Stored items
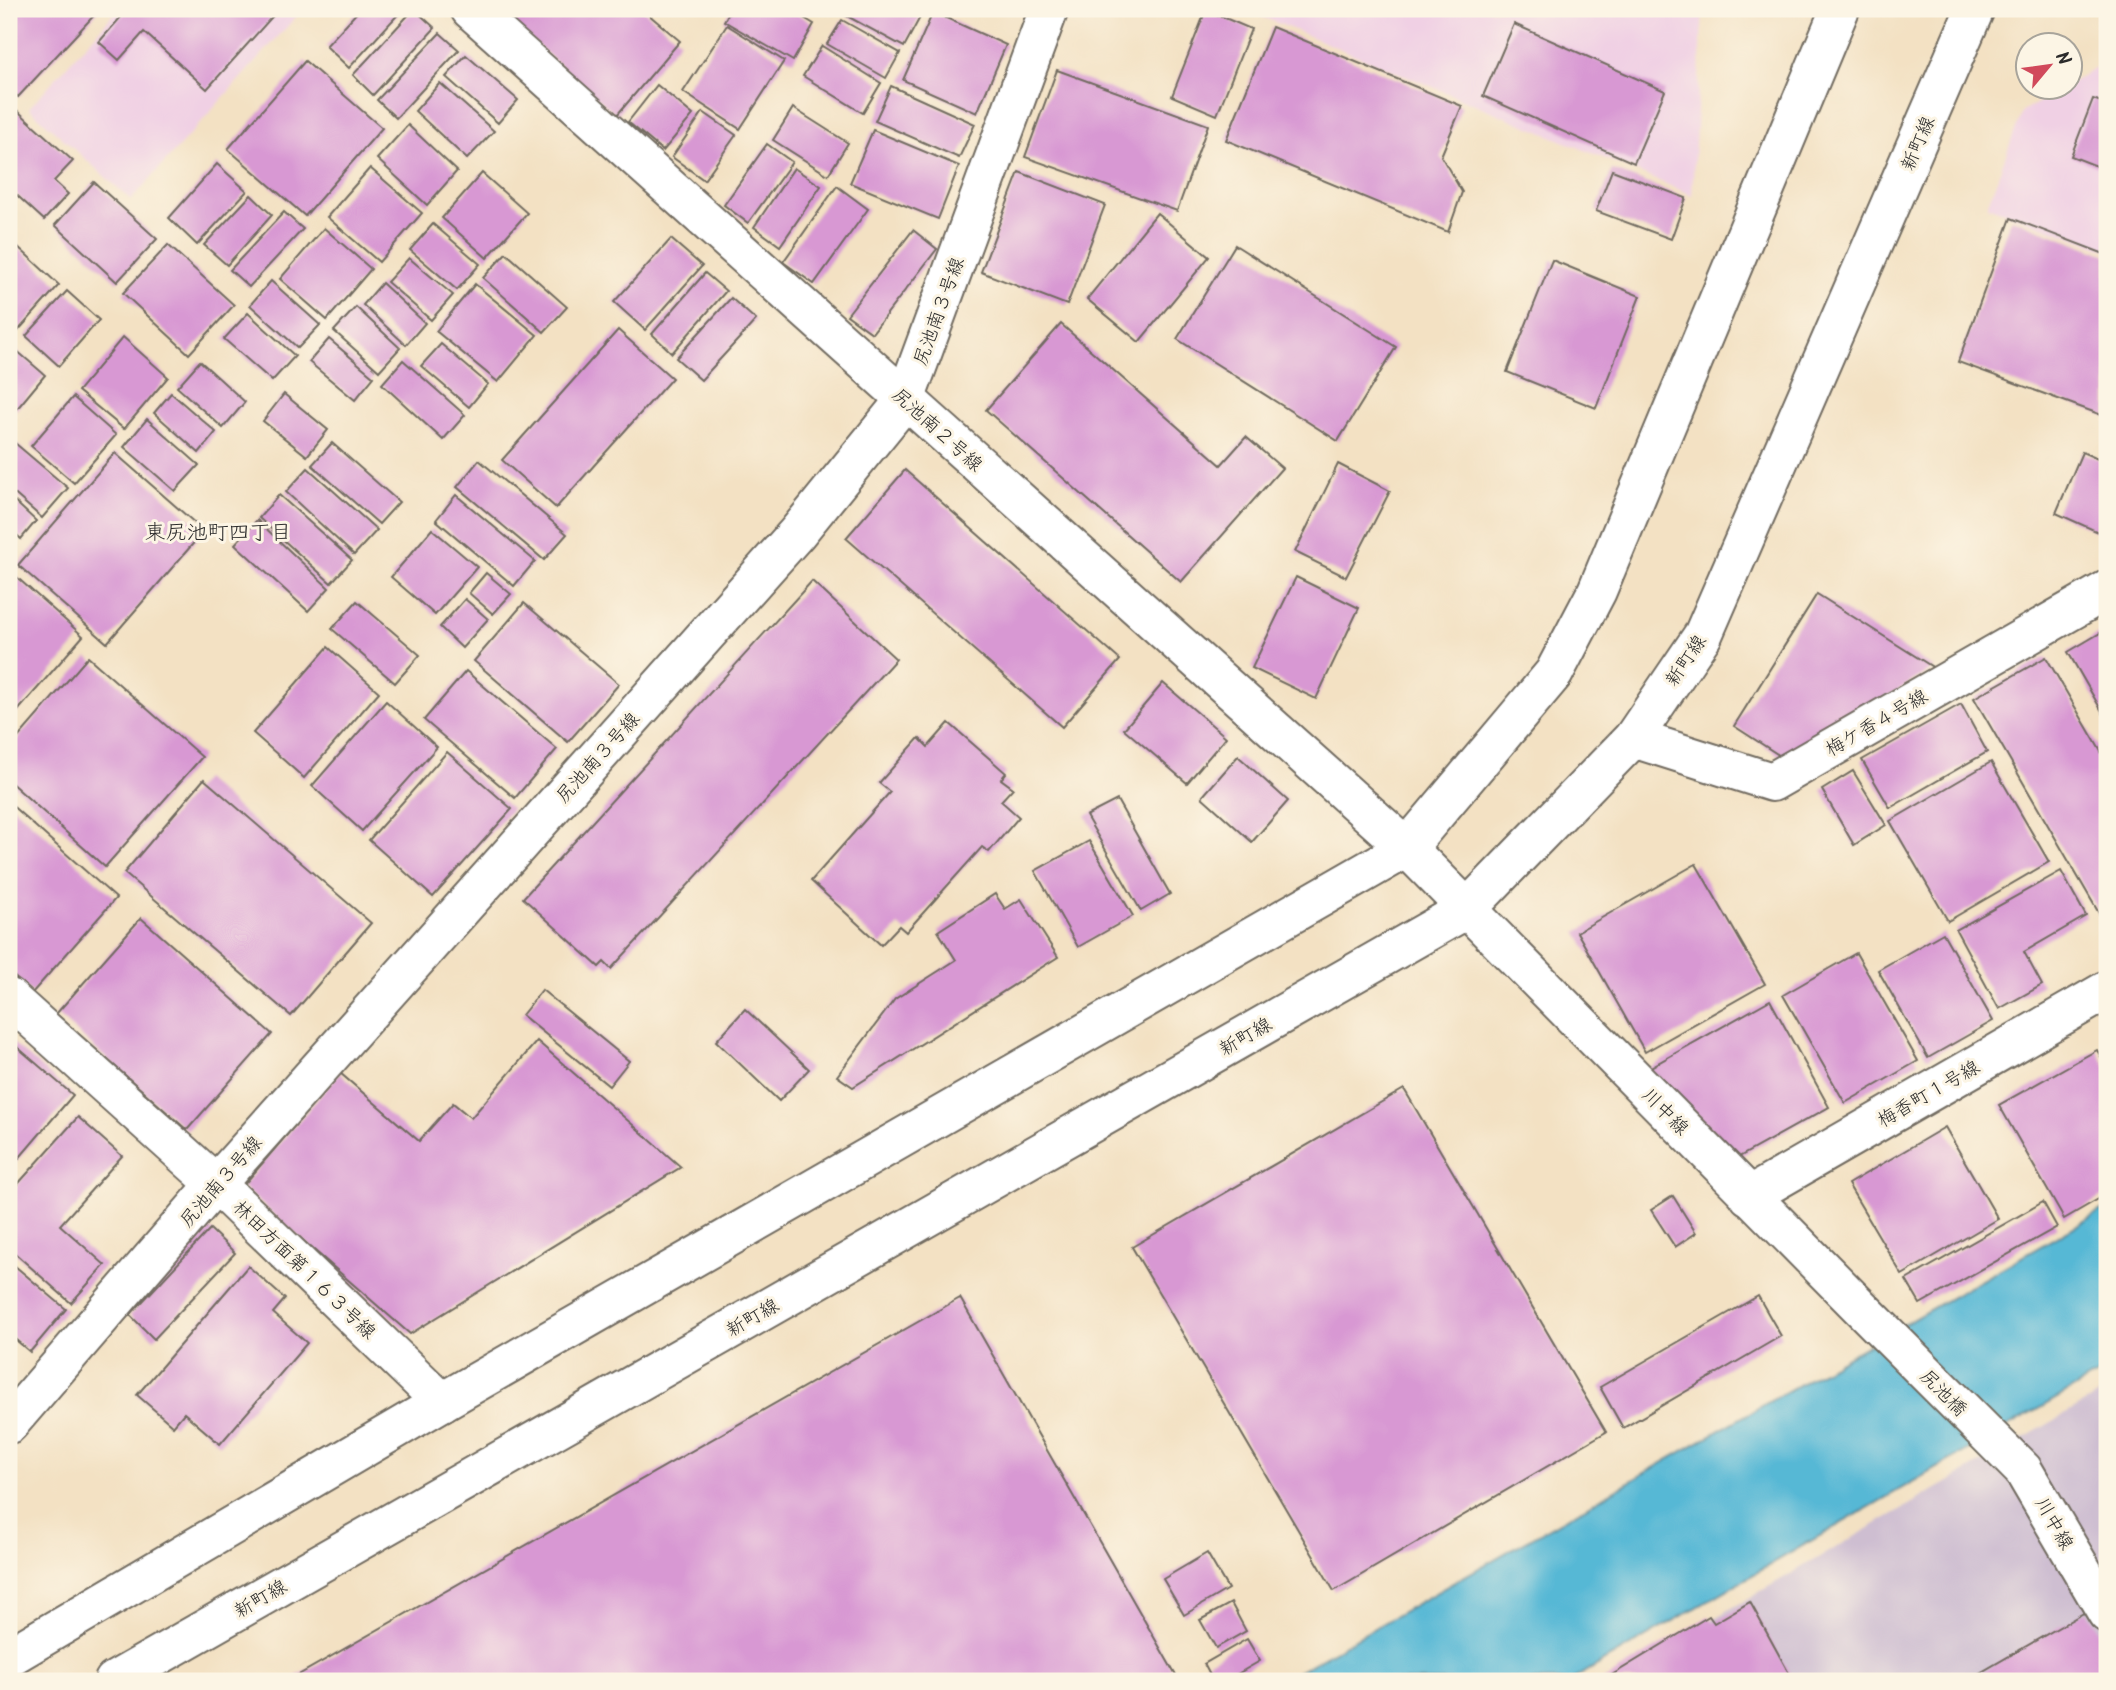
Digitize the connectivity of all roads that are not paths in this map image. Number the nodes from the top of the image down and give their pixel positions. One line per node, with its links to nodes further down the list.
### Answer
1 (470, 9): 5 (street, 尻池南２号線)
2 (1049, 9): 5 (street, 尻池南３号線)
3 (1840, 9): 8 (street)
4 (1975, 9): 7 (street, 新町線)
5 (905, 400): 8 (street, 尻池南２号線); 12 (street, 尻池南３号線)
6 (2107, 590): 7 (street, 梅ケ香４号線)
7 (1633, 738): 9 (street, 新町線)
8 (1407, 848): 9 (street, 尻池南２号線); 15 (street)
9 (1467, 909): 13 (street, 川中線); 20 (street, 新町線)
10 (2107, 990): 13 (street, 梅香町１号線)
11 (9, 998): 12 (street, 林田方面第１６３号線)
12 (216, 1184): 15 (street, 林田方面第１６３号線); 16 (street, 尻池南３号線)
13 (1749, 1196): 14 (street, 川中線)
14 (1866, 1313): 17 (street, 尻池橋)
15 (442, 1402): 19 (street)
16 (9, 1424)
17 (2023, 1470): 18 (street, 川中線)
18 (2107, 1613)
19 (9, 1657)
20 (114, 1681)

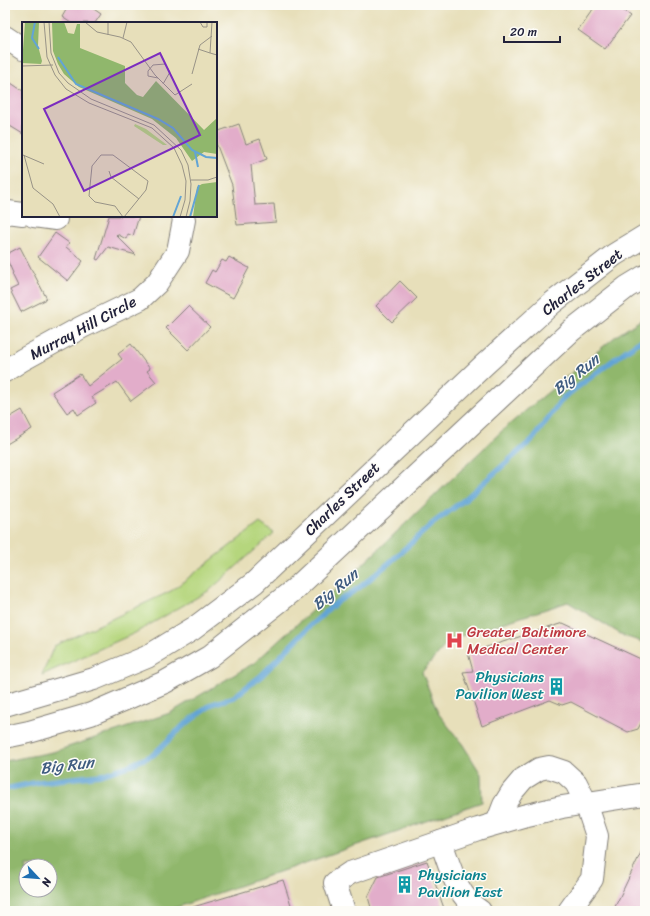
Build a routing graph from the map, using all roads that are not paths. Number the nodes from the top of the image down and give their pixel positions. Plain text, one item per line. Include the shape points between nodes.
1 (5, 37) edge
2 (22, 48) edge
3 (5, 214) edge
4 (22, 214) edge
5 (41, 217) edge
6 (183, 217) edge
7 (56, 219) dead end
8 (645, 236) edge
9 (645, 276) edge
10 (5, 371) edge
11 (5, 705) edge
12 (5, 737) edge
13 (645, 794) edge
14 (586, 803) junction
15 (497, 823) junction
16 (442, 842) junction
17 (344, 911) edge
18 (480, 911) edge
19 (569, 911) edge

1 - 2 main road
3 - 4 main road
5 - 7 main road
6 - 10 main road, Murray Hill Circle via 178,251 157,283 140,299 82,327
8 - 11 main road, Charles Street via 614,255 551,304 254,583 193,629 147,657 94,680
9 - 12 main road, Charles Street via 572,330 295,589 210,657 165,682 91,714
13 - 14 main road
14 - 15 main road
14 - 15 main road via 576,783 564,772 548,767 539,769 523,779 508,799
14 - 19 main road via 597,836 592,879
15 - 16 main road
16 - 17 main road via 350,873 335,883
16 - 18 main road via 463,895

= WHAT YOU NEED TO DO =
What must be returned is the line with "Build a routing" plus every line after it to the end of the entries, exactly as they appear.

= SOLUTION FOR THIS TASK =
Build a routing graph from the map, using all roads that are not paths. Number the nodes from the top of the image down and give their pixel positions. Plain text, one item per line. Include the shape points between nodes.
1 (5, 37) edge
2 (22, 48) edge
3 (5, 214) edge
4 (22, 214) edge
5 (41, 217) edge
6 (183, 217) edge
7 (56, 219) dead end
8 (645, 236) edge
9 (645, 276) edge
10 (5, 371) edge
11 (5, 705) edge
12 (5, 737) edge
13 (645, 794) edge
14 (586, 803) junction
15 (497, 823) junction
16 (442, 842) junction
17 (344, 911) edge
18 (480, 911) edge
19 (569, 911) edge

1 - 2 main road
3 - 4 main road
5 - 7 main road
6 - 10 main road, Murray Hill Circle via 178,251 157,283 140,299 82,327
8 - 11 main road, Charles Street via 614,255 551,304 254,583 193,629 147,657 94,680
9 - 12 main road, Charles Street via 572,330 295,589 210,657 165,682 91,714
13 - 14 main road
14 - 15 main road
14 - 15 main road via 576,783 564,772 548,767 539,769 523,779 508,799
14 - 19 main road via 597,836 592,879
15 - 16 main road
16 - 17 main road via 350,873 335,883
16 - 18 main road via 463,895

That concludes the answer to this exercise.